Here’s my gripe: living originalism is supposed to be originalism because it looks to history for the original interpretation (and therefore the legitimacy) of the Constitution, but it’s living because it only lifts a vague, neutral framework from history instead of required applications, and then it invites future generations to build on, play in, and live through that framework. I think that framework—which I understand to be the objectively interpreted text and principles of the Constitution—is a Trojan Horse for some normative claims. We’re told that the framework is mostly lofty principles and a few easy-to-find hard rules (age of the president, number of senators) but then we’re told in chapters 10 and 11 that the framework has been fundamentally misunderstood in ways that have really messed up some of the growth of the most important precedential lines our country has ever seen. I think chapters 10 and 11 encourage us to believe that the framework has been objectively mis-interpreted, and that we need to remedy those interpretations so that we can continue to construct a future for our country.

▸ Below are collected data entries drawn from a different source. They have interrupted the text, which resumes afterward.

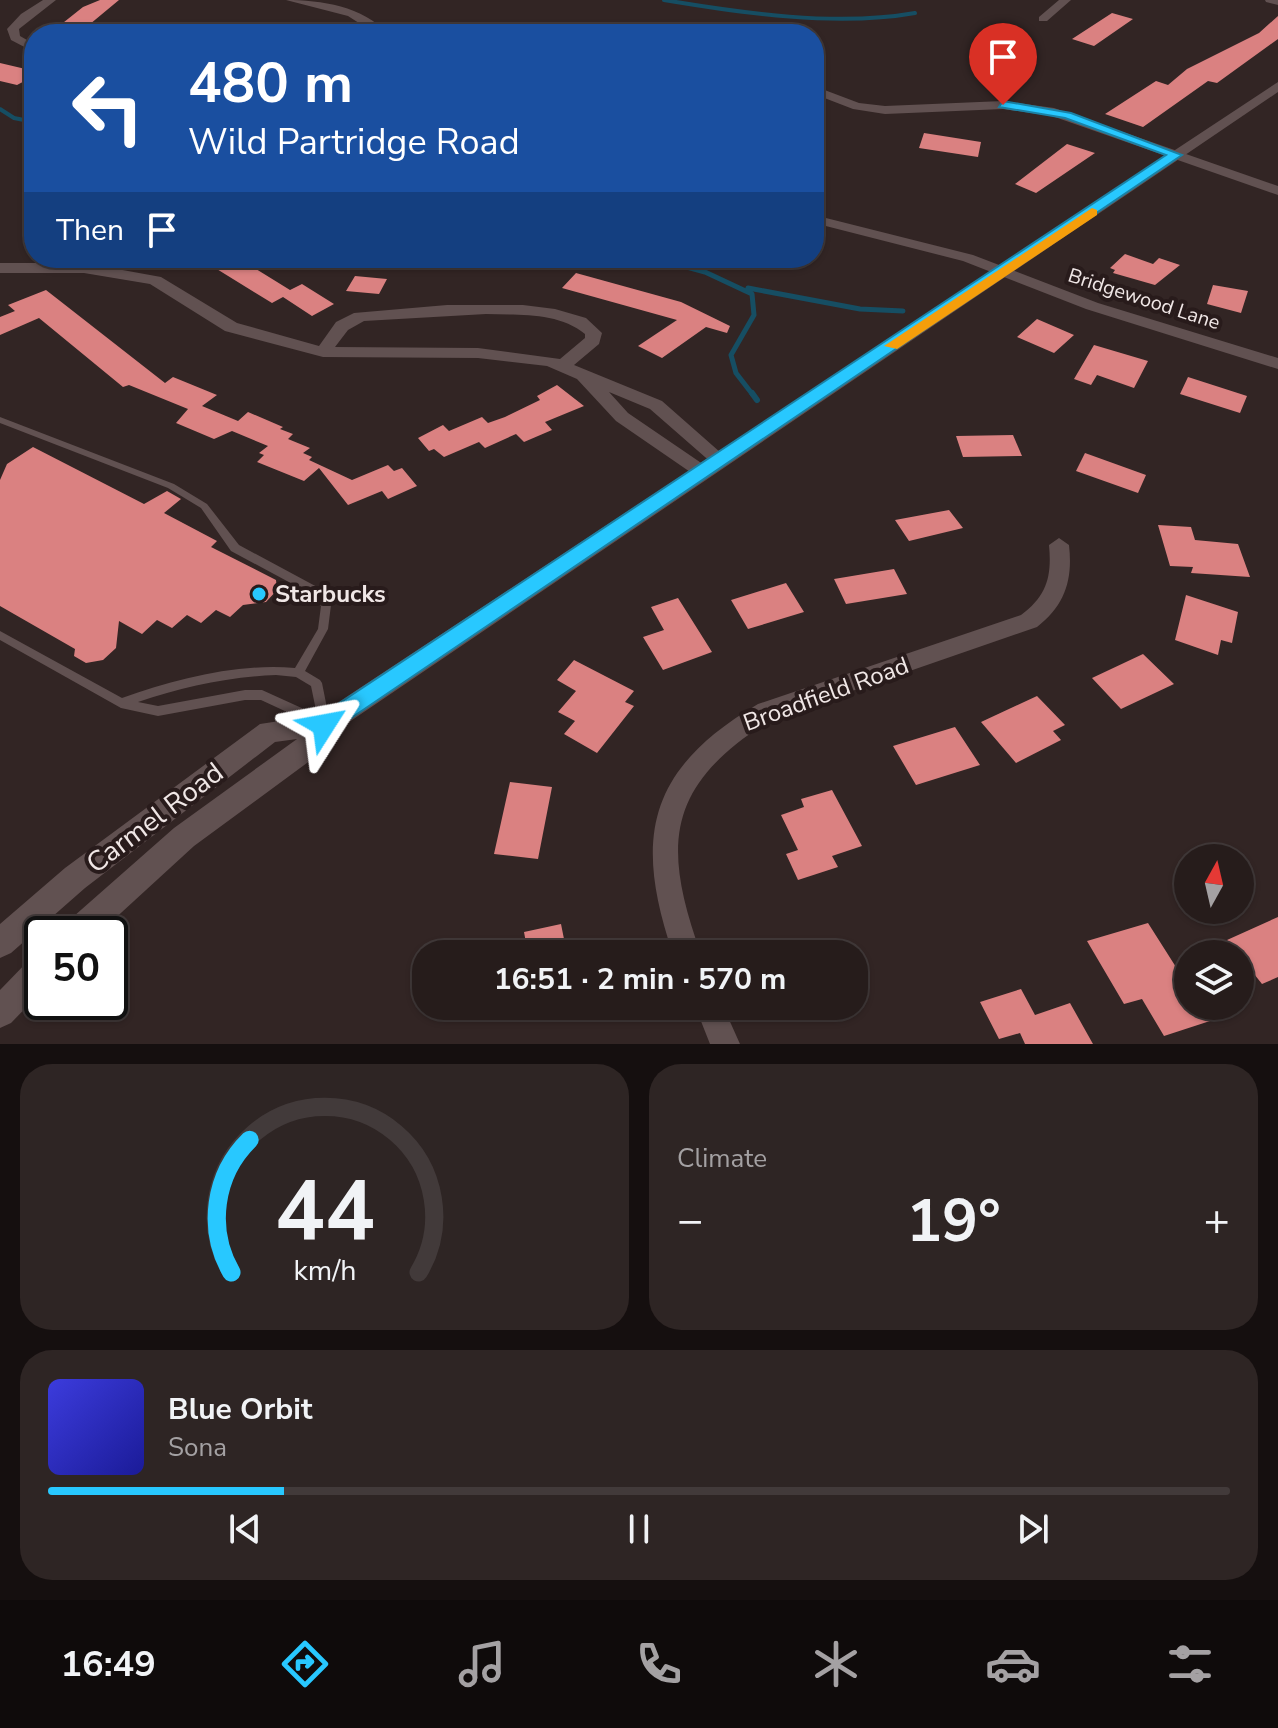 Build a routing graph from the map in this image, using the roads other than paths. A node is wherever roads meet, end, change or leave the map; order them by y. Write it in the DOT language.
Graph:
graph roads {
  1 [pos="51,0"];
  2 [pos="291,0"];
  3 [pos="1066,0"];
  4 [pos="1270,0"];
  5 [pos="1278,2"];
  6 [pos="1043,19"];
  7 [pos="372,24"];
  8 [pos="24,43"];
  9 [pos="1278,86"];
  10 [pos="824,94"];
  11 [pos="1176,155"];
  12 [pos="1278,191"];
  13 [pos="824,222"];
  14 [pos="0,268"];
  15 [pos="1005,270"];
  16 [pos="323,352"];
  17 [pos="1278,364"];
  18 [pos="564,365"];
  19 [pos="584,376"];
  20 [pos="0,420"];
  21 [pos="711,466"];
  22 [pos="1059,545"];
  23 [pos="0,635"];
  24 [pos="298,672"];
  25 [pos="121,703"];
  26 [pos="324,725"];
  27 [pos="96,916"];
  28 [pos="681,940"];
  29 [pos="0,943"];
  30 [pos="24,987"];
  31 [pos="0,1012"];
  32 [pos="715,1020"];
  33 [pos="725,1044"];
  1 -- 8 [label="street"];
  2 -- 7 [label="street"];
  3 -- 6 [label="street"];
  4 -- 5 [label="street"];
  9 -- 11 [label="main road, Carmel Road"];
  10 -- 11 [label="street"];
  11 -- 12 [label="street"];
  11 -- 15 [label="main road, Carmel Road"];
  13 -- 15 [label="street, Bridgewood Lane"];
  14 -- 16 [label="street"];
  15 -- 17 [label="street, Bridgewood Lane"];
  15 -- 21 [label="main road, Carmel Road"];
  16 -- 18 [label="street"];
  16 -- 18 [label="street"];
  18 -- 19 [label="street"];
  19 -- 21 [label="street"];
  19 -- 21 [label="street"];
  20 -- 24 [label="lane"];
  21 -- 26 [label="main road, Carmel Road"];
  22 -- 28 [label="street, Broadfield Road"];
  23 -- 25 [label="lane"];
  24 -- 25 [label="lane"];
  24 -- 26 [label="lane"];
  25 -- 26 [label="lane"];
  26 -- 27 [label="main road, Carmel Road"];
  26 -- 29 [label="main road, Carmel Road"];
  30 -- 31 [label="main road"];
  32 -- 33 [label="street"];
}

Now I’m not contrary to any of the interpretive claims made in chapters 10 and 11, and I certainly don’t have the historical knowledge necessary to really challenge them (See supra the first paragraph of this essay), but I smell something fishy in these instantiations of interpretation-as-ascertainment. As Living Originalism makes very clear, history can always be understood in several different ways; indeed, we need not strain to imagine how the Privileges and Immunities Clause and Guarantee Clause could be interpreted differently from the way Balkin argues for: those interpretations already exist in the current law. So, Balkin’s arguments come across as normative arguments for how we ought to ascertain the meaning of these clauses. But ah! If we’re doing normative arguments and using the word “ought,” aren’t we constructing, not interpreting? Ascertaining the meaning of the Constitution was supposed to be the objective part, not the normative, argumentative part. How did we go wrong?
I think the point I’m trying to make here is that I think a lot of the interpretation/construction divide collapses when we want to read our own norms into the framework of the Constitution, which we pretty much always want to do. A conservative legal scholar I am not, but I took a whole class from Lawrence Solum, so I can now imagine originalist/textualist arguments that say “I am not restricting myself to initially-applied constructions, you’re just ascertaining an overbroad interpretation of the text that lets you get away with (Liberal) not-initially-applied constructions!” That doesn’t make me dislike Balkin’s theory, but I think it does negate some of the academic superiority over original-application originalism (Scalia’s originalism) that the text argues Living Originalism can offer. I think it makes some of the “originalists are constructing this part wrong” claims into “originalists are constructing this part wrong if they accept the framework I’ve made, laden with my own biases” claims; as much as I like the biases, I think that gives (Scalia-type originalists) an easy way out, and back to (Conservative) original-applications.
If you’ve read this far, my apologies again for the length of this argument, and I look forward to hearing your feedback in class.